The incidence of extensively drug resistant (XDR) Mycobacterium tuberculosis (TB) is increasing at an alarming rate. Early and rapid detection of XDR TB could be crucial to disease management by alerting physicians to use salvage therapy and to institute special infection control procedures. This proposal seeks to leverage several successful programs in molecular diagnostics, sample processing, TB genetics and TB clinical trials at The New Jersey Medical School-UMDNJ, the NIH, and the biotechnology company Cepheid and the International Tuberculosis Research Center/National Masan Tuberculosis Hospital (NMTH) in Masan, Korea. Our collaborative goal is to transform detection of XDR TB from a months-long task into a 90- minute assay that can be performed directly on clinical sputum samples. We will develop a highly multiplexed XDR assay that uses a novel type of """"""""sloppy molecular beacon"""""""" to perform multiplex melting temperature analysis and mutation detection. Reasons for discordances between conventional drug susceptibility testing and molecular assays will be investigated and the results used to make further assay improvements. An optimized assay incorporating all important XDR mutations will be tested, reduced to a format compatible with a simple sample-processing cartridge and then piloted on clinical samples in Masan.

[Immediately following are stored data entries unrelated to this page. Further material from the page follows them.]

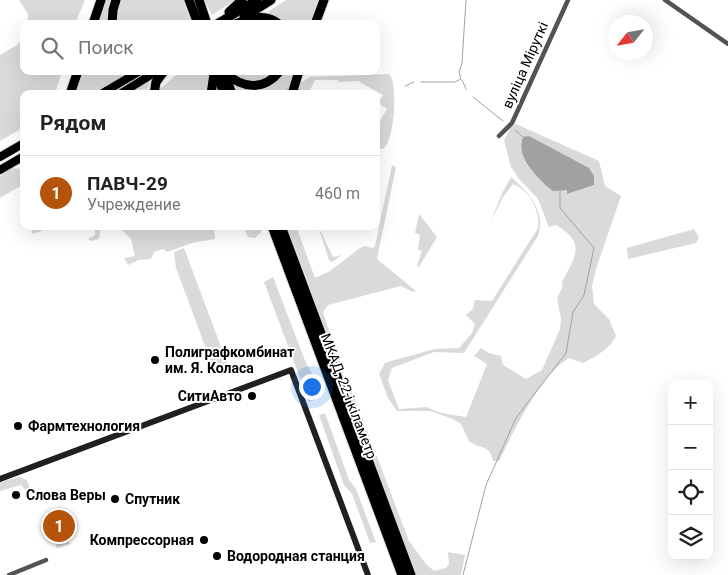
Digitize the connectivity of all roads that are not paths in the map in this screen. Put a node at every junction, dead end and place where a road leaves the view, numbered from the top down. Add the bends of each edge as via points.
1 (101, 0) edge
2 (116, 0) edge
3 (242, 0) edge
4 (256, 0) edge
5 (271, 0) edge
6 (324, 0) edge
7 (568, 0) edge
8 (665, 0) edge
9 (192, 1) edge
10 (199, 16) edge
11 (94, 20) edge
12 (112, 20) edge
13 (220, 20) edge
14 (223, 20) edge
15 (240, 20) edge
16 (249, 20) edge
17 (274, 20) edge
18 (317, 20) edge
19 (728, 44) edge
20 (77, 75) edge
21 (133, 75) edge
22 (150, 75) edge
23 (161, 75) edge
24 (214, 75) edge
25 (217, 75) edge
26 (225, 75) edge
27 (229, 75) edge
28 (276, 75) edge
29 (298, 75) edge
30 (71, 90) edge
31 (108, 90) edge
32 (126, 90) edge
33 (155, 90) edge
34 (212, 90) edge
35 (222, 90) edge
36 (231, 90) edge
37 (293, 90) edge
38 (499, 136) dead end
39 (20, 145) edge
40 (0, 157) edge
41 (20, 158) edge
42 (0, 170) edge
43 (273, 230) edge
44 (282, 230) edge
45 (0, 478) edge
46 (46, 560) dead end
47 (9, 575) edge
48 (368, 575) edge
49 (402, 575) edge
50 (411, 575) edge

1 - 11 highway
2 - 12 highway
3 - 13 highway
4 - 14 highway
5 - 15 highway
6 - 18 highway
7 - 38 street, вуліца Міруткі via 512,123
8 - 19 street
9 - 10 highway
16 - 17 highway via 260,17
20 - 30 highway
21 - 31 main road
22 - 32 main road
23 - 33 highway
24 - 34 highway
25 - 35 highway
26 - 36 highway
27 - 28 highway via 239,83 255,86 267,83
29 - 37 highway
39 - 40 main road
41 - 42 main road
43 - 49 highway, МКАД, 22-і кіламетр
44 - 50 highway, МКАД, 22-і кіламетр
45 - 48 street via 291,370
46 - 47 street

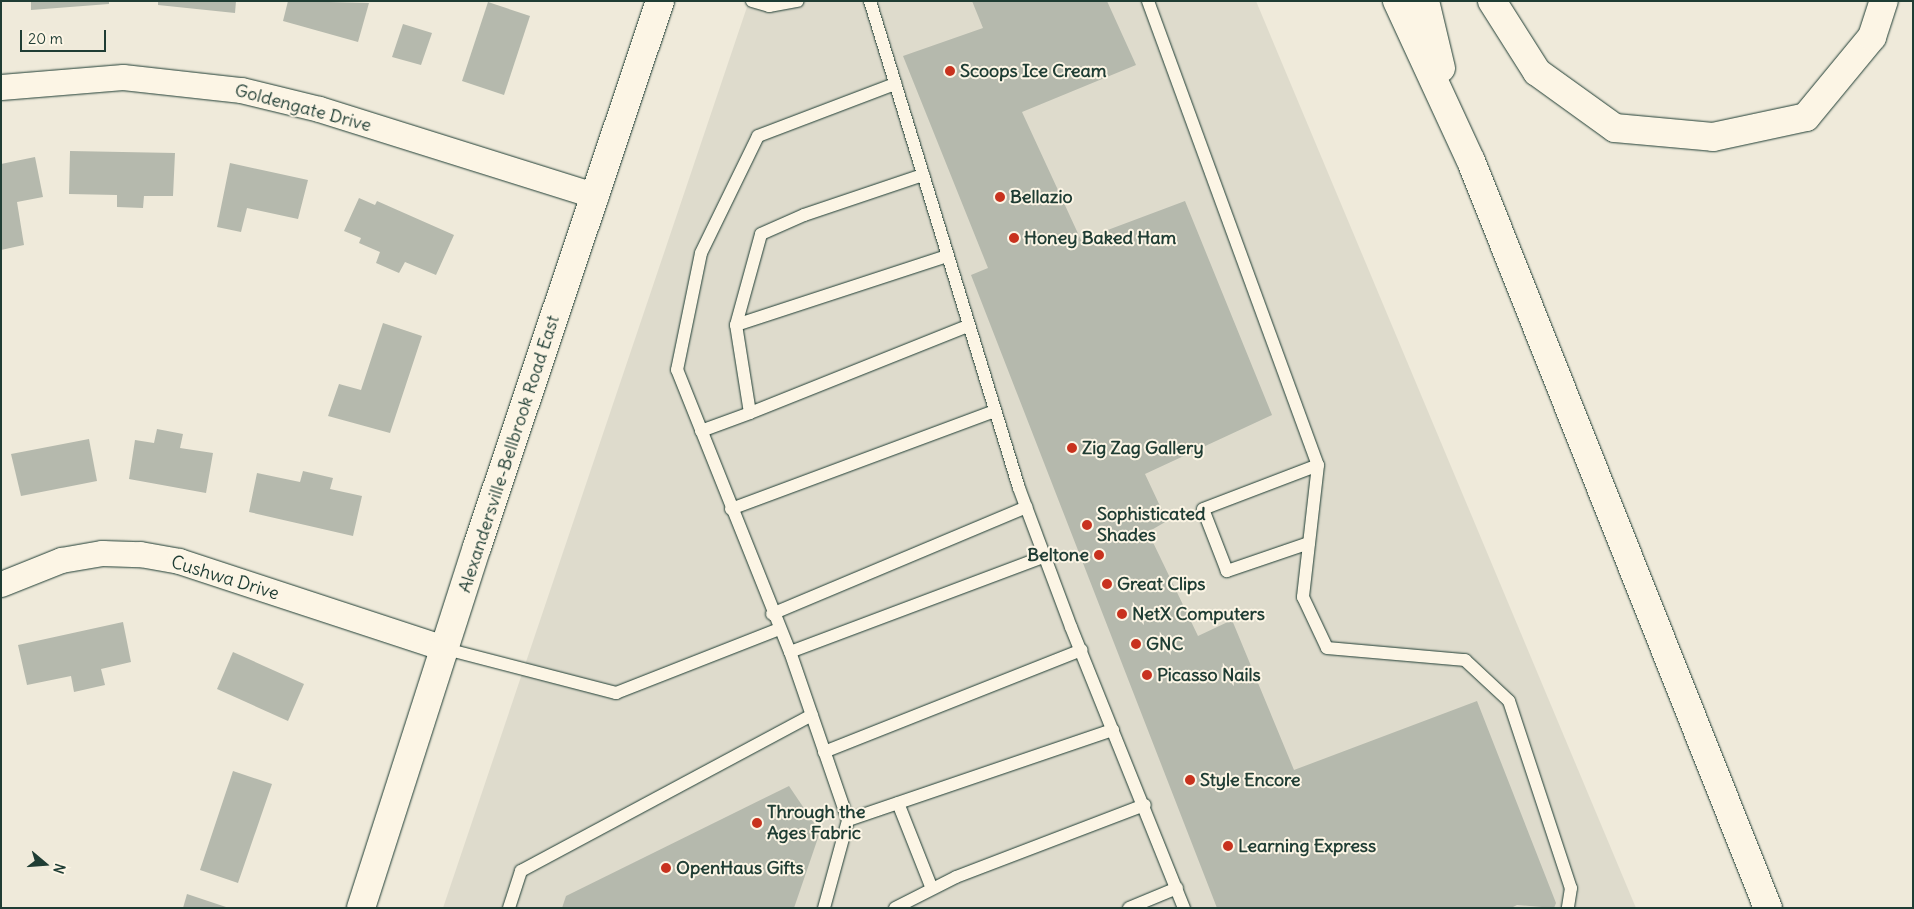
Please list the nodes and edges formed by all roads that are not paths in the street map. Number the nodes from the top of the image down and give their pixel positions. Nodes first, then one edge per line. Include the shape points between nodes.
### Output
1 (660, 1) edge
2 (752, 1) edge
3 (798, 1) edge
4 (870, 1) edge
5 (1148, 1) edge
6 (1397, 1) edge
7 (1425, 1) edge
8 (1492, 1) edge
9 (1884, 1) edge
10 (895, 84) junction
11 (1, 87) edge
12 (1456, 127) junction
13 (923, 175) junction
14 (596, 196) junction
15 (947, 256) junction
16 (736, 325) junction
17 (967, 326) junction
18 (994, 411) junction
19 (750, 412) junction
20 (701, 431) junction
21 (1318, 465) junction
22 (1026, 507) junction
23 (731, 509) junction
24 (1309, 543) junction
25 (1045, 556) junction
26 (1, 584) edge
27 (772, 614) junction
28 (779, 629) junction
29 (446, 649) junction
30 (1081, 650) junction
31 (790, 652) junction
32 (812, 715) junction
33 (1113, 730) junction
34 (824, 752) junction
35 (898, 803) junction
36 (1144, 805) junction
37 (848, 820) junction
38 (1177, 888) junction
39 (932, 889) junction
40 (362, 908) edge
41 (509, 908) edge
42 (824, 908) edge
43 (895, 908) edge
44 (1129, 908) edge
45 (1184, 908) edge
46 (1568, 908) edge
47 (1768, 908) edge

1 - 14 main road, Alexandersville-Bellbrook Road East
2 - 3 lane via 769,6
4 - 10 lane
5 - 21 lane
6 - 12 main road
7 - 12 main road
8 - 9 main road via 1537,72 1615,128 1713,137 1806,116 1872,37
10 - 13 lane
10 - 20 lane via 758,136 701,253 677,370
11 - 14 street, Goldengate Drive via 123,77 242,90 319,109
12 - 47 main road
13 - 15 lane
13 - 16 lane via 804,215 761,234
14 - 29 main road, Alexandersville-Bellbrook Road East via 477,547
15 - 16 lane
15 - 17 lane
16 - 19 lane
17 - 18 lane
17 - 19 lane
18 - 22 lane
18 - 23 lane
19 - 20 lane
20 - 23 lane
21 - 24 lane
21 - 24 lane via 1203,509 1227,571
22 - 25 lane
22 - 27 lane
23 - 27 lane
24 - 46 lane via 1303,597 1327,648 1465,660 1508,701 1571,888
25 - 30 lane
25 - 31 lane
26 - 29 street, Cushwa Drive via 61,560 102,553 140,554 179,561
27 - 28 lane
28 - 29 lane via 616,693
28 - 31 lane
29 - 40 main road, Alexandersville-Bellbrook Road East
30 - 33 lane
30 - 34 lane
31 - 32 lane
32 - 34 lane
32 - 41 lane via 521,871
33 - 35 lane
33 - 36 lane
34 - 37 lane
35 - 37 lane
35 - 39 lane
36 - 38 lane
36 - 39 lane
37 - 42 lane
38 - 44 lane
38 - 45 lane
39 - 43 lane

The specific aims of this proposal are to: 1) Develop a multiplexed molecular beacon-PCR assay to rapidly identify the common causes of TB resistance to FQs and injectable antibiotics. 2) Test the new assay on a library of TB samples, identify the causes of discordant results, and improve the assay coverage using same color multiplexing. 3) Reformat the XDR assay so that it can be performed directly on clinical sputum samples and detect XDR within two hours. Our overall goal is to transform XDR detection and management.
This project will also lead to a very rapid test to detect highly drug resistant tuberculosis so that it can be treated more rapidly and so that patients with this disease can be quickly isolated before they infect others.